Articles and Speeches
False phobiaConfusing 'Islamophobia' with racism
published in iranian.com
February 10, 2004
Peyvand Khorsandi's 'Hatred for all things Islamic' - which frankly reads very much like an Islamic Republic of Iran's Ministry of Intelligence statement - badly, or should I say, sadly, misses the point of my article entitled 'Unveiling the Debate on Women's Rights and Secularism'.
While my article was aimed at defending the principles of secularism, the separation of religion from the state and educational system and women's rights vis-à-vis political Islam, Khorsandi seems to think it was primarily about 'Islamophobia' and the war on Iraq [I will come to Iraq further below].
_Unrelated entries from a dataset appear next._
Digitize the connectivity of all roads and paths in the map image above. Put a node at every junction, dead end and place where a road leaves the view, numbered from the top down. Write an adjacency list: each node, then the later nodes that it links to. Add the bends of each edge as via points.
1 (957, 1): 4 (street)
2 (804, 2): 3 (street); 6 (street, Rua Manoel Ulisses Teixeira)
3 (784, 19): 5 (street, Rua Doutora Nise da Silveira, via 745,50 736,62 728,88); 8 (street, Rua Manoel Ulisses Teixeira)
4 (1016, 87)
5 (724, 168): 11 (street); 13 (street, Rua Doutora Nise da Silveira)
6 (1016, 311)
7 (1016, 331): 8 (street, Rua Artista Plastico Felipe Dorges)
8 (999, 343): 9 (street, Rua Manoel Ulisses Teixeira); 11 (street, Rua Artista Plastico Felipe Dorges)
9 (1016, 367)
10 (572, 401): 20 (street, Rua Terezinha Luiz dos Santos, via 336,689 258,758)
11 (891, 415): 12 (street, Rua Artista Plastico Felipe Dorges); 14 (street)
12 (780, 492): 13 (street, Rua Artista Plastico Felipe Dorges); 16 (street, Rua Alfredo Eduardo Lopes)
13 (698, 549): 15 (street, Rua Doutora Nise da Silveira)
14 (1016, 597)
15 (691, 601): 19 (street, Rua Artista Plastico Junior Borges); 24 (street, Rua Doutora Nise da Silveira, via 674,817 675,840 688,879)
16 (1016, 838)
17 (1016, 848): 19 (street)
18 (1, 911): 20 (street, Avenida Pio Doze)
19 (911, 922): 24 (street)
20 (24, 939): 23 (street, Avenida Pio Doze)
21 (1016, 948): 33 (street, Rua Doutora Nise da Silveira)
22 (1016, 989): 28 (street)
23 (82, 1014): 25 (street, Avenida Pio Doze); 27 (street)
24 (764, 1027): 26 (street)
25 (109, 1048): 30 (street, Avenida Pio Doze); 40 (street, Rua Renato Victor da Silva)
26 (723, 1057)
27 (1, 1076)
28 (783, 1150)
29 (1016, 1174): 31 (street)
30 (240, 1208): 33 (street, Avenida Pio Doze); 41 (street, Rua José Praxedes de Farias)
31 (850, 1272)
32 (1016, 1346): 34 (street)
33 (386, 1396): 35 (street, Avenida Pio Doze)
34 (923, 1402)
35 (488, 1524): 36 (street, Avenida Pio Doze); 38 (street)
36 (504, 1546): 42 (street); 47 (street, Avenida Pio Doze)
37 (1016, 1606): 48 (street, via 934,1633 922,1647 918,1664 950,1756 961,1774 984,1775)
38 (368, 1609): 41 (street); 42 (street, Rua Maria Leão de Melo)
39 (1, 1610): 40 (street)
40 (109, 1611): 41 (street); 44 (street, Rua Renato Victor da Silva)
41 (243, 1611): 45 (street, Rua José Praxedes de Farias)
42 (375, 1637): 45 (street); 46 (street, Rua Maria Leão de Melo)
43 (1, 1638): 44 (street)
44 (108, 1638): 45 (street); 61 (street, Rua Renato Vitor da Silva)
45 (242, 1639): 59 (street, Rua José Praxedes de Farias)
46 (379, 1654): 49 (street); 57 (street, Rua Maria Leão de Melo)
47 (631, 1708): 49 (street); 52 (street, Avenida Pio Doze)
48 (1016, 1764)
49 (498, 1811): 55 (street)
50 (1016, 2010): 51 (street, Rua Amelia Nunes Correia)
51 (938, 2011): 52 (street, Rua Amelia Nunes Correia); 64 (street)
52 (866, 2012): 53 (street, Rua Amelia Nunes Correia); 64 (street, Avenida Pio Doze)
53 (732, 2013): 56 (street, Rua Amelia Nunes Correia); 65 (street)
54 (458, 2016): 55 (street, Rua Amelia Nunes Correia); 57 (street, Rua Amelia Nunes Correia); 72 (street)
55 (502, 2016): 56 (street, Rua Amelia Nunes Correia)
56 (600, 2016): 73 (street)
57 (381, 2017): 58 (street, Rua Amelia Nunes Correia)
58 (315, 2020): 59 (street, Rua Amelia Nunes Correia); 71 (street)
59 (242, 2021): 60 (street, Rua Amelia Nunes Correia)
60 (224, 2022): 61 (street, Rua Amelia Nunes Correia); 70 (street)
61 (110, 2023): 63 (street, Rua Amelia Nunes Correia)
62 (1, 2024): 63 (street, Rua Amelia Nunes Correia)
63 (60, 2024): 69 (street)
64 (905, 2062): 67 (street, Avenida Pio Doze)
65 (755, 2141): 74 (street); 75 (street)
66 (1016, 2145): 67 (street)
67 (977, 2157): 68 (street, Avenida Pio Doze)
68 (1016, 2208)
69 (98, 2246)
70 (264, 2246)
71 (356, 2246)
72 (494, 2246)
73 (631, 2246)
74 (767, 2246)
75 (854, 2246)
While interestingly remaining silent on his own position, if any, regarding secularism, veiling, women's rights, sexual apartheid, Islam and political Islam, his only discernible response is to cry racism.
Khorsandi erroneously confuses critical thought in the form of opposition to a religion, its political movement and the sexual apartheid it imposes as racism. Moreover, he confuses a critique of the veil as an attack on Muslims or women wearing the veil.
If it were so, a critique of child labour would be deemed an attack on the child, a critique of Female Genital Mutilation (FGM), an attack on women and girls who are mutilated, a critique of poverty, an attack on the poor, a critique of Zionism, anti-Semitism and so on and so forth.
This is no where the case.
Also, he confuses 'Islamophobia' with racism. Again, this is factually inaccurate. Islamophobia is not racism in anyway, shape or form no matter how many powers that be say it is. Only phobias against people because of their race are racism (like xenophobia).
Opposition to or critiques of or even 'phobias' of ideologies, religions, cultures or political movements are not racism. It is only in the bizarro-world of the New World Order's cultural relativism that Islamophobia has been increasingly and deceptively given legitimacy as a form of racism.
This is an important point and one I have stressed on numerous occasions because I believe the use of the term 'Islamophobia' is in itself an attempt to silence a critique of Islam, political Islam and its oppression of women by deeming all those who do as racist.
Suffice it to say that Khorsandi's argument is one often used by Western governments, the Islamic Republic of Iran, the Saudi Arabian government, the British Muslim Association and so on to do just that. Just as the Israeli government similarly labels opponents of its policies and occupation of Palestine as anti-Semitism. Again, this is no where the case.
Now a few words on the other 'issues' that he raises in his piece: Khorsandi is irate that we at the Worker-communist Party of Iran waste any of our time exposing political Islam when we could all be good old anti-imperialist nationalists that support any reaction, including Khomeini in Iran and the Taliban in Afghanistan (go look at their literature) as long as they are 'anti-imperialist'; when we could instead not care a whit about what these reactionaries do to real live human beings.
From our perspective, though, there are two poles of terrorism in the world today - the USA-led state terrorism on the one hand and Islamic terrorism on the other (see Mansoor Hekmat's 'The World After September 11 on marxists.org).
Ignoring Islamic terrorism is at best irresponsible and at worst reprehensible given the carnage it always leaves behind. This is not difficult to grasp if you begin with the human being as your basis as we do -- then you will easily see why we oppose sanctions in Iraq, the war on Iraq, the USA's New World Order as well as the Islamic regime of Iran, September 11, the imposition of Sharia law in Iraq, the death threat against Yanar Mohammad by an Islamic group and so on. Khorsandi, however, fails to do so. I guess hanging around the Socialist Workers Party and the British Muslim Association can do that to you.